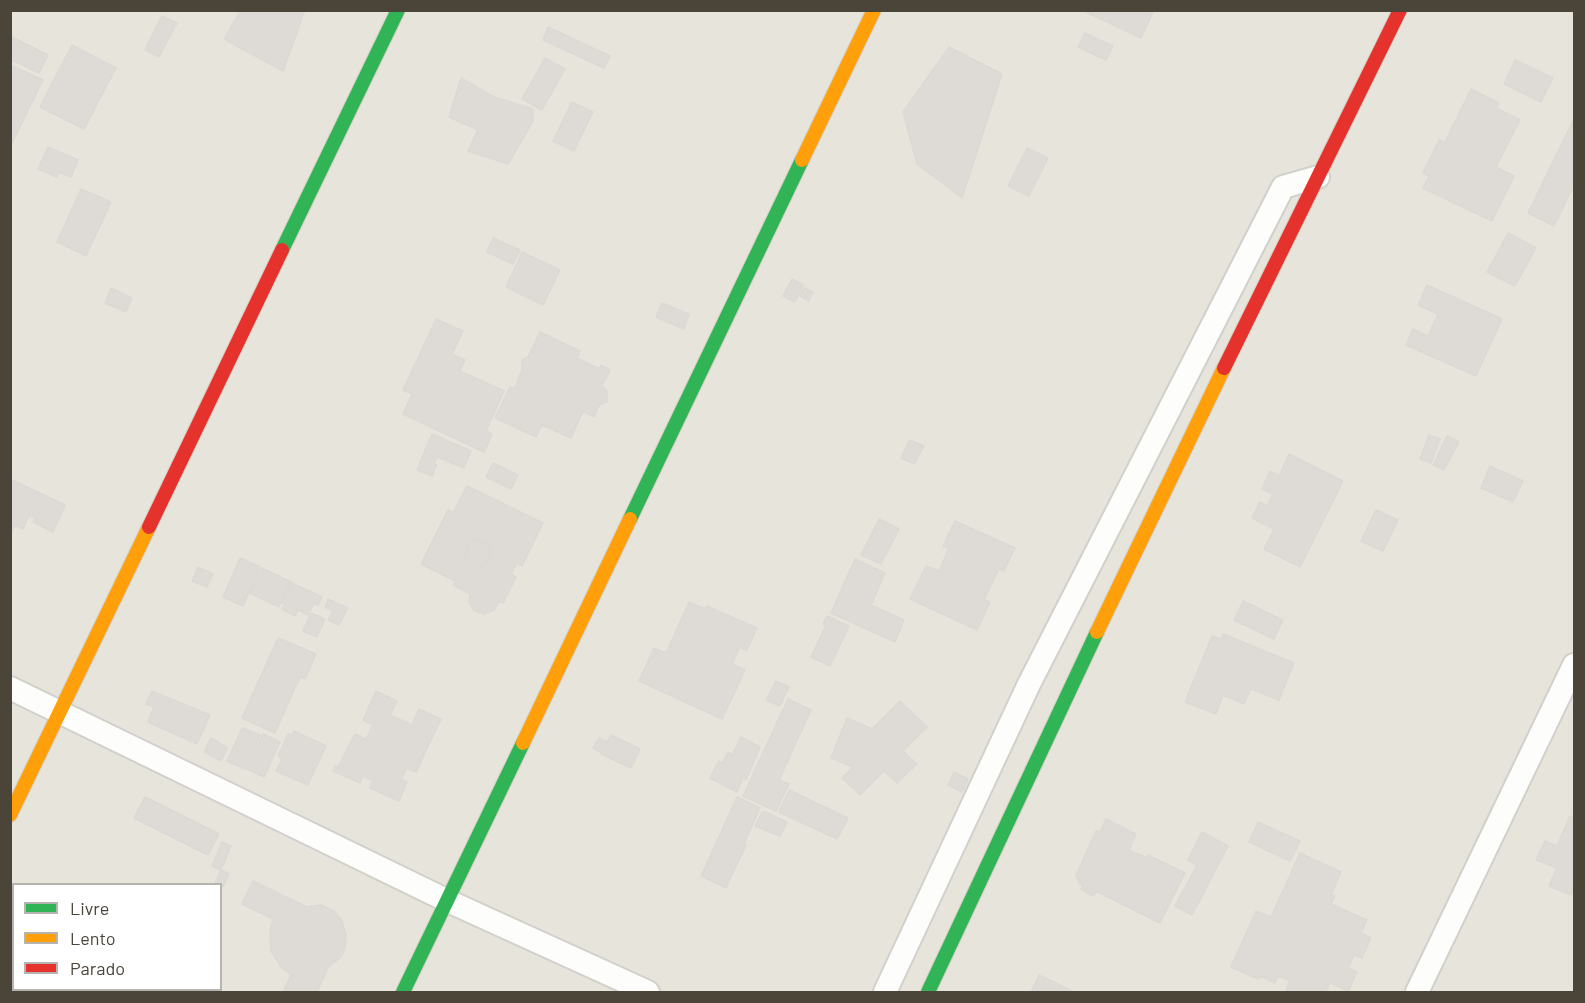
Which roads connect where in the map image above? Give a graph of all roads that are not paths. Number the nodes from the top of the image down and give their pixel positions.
1 (398, 10) edge
2 (874, 10) edge
3 (1400, 10) edge
4 (1318, 177) junction
5 (1575, 665) edge
6 (1029, 684) junction
7 (10, 688) edge
8 (1062, 705) junction
9 (60, 712) junction
10 (10, 815) edge
11 (448, 900) junction
12 (403, 993) edge
13 (648, 993) edge
14 (885, 993) edge
15 (928, 993) edge
16 (1417, 993) edge

1 - 9 street
2 - 11 street
3 - 4 street
4 - 6 street
4 - 8 street
5 - 16 street
6 - 8 street
6 - 14 street
7 - 9 street
8 - 15 street
9 - 10 street
9 - 11 street
11 - 12 street
11 - 13 street

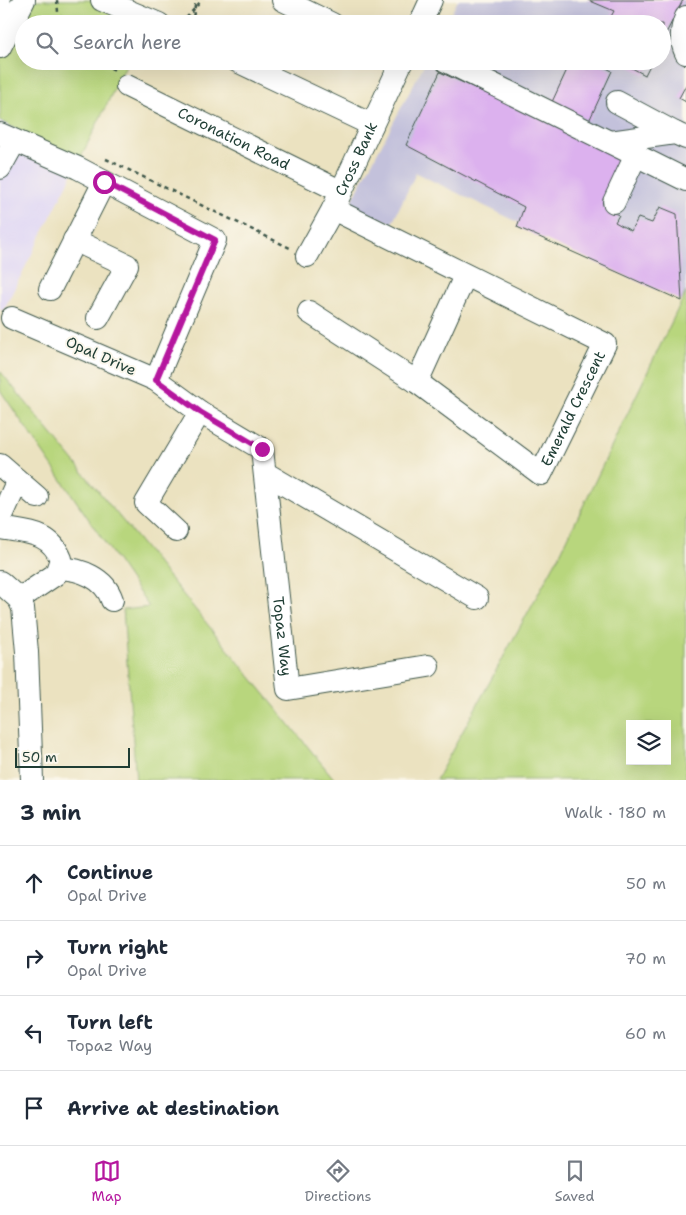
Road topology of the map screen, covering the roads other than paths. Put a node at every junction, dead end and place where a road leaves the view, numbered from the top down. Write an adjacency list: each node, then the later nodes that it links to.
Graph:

..............................

■ WORK TASK ■
What the records say must be written out exactly, with none of their pictures.

■ RESPONSE ■
Which roads connect where in the map image above? Give a graph of all roads that are not paths. Number the nodes from the top of the image down and give their pixel positions.
1 (398, 10) edge
2 (874, 10) edge
3 (1400, 10) edge
4 (1318, 177) junction
5 (1575, 665) edge
6 (1029, 684) junction
7 (10, 688) edge
8 (1062, 705) junction
9 (60, 712) junction
10 (10, 815) edge
11 (448, 900) junction
12 (403, 993) edge
13 (648, 993) edge
14 (885, 993) edge
15 (928, 993) edge
16 (1417, 993) edge

1 - 9 street
2 - 11 street
3 - 4 street
4 - 6 street
4 - 8 street
5 - 16 street
6 - 8 street
6 - 14 street
7 - 9 street
8 - 15 street
9 - 10 street
9 - 11 street
11 - 12 street
11 - 13 street

Road topology of the map screen, covering the roads other than paths. Put a node at every junction, dead end and place where a road leaves the view, numbered from the top down. Write an adjacency list: each node, then the later nodes that it links to.
Graph:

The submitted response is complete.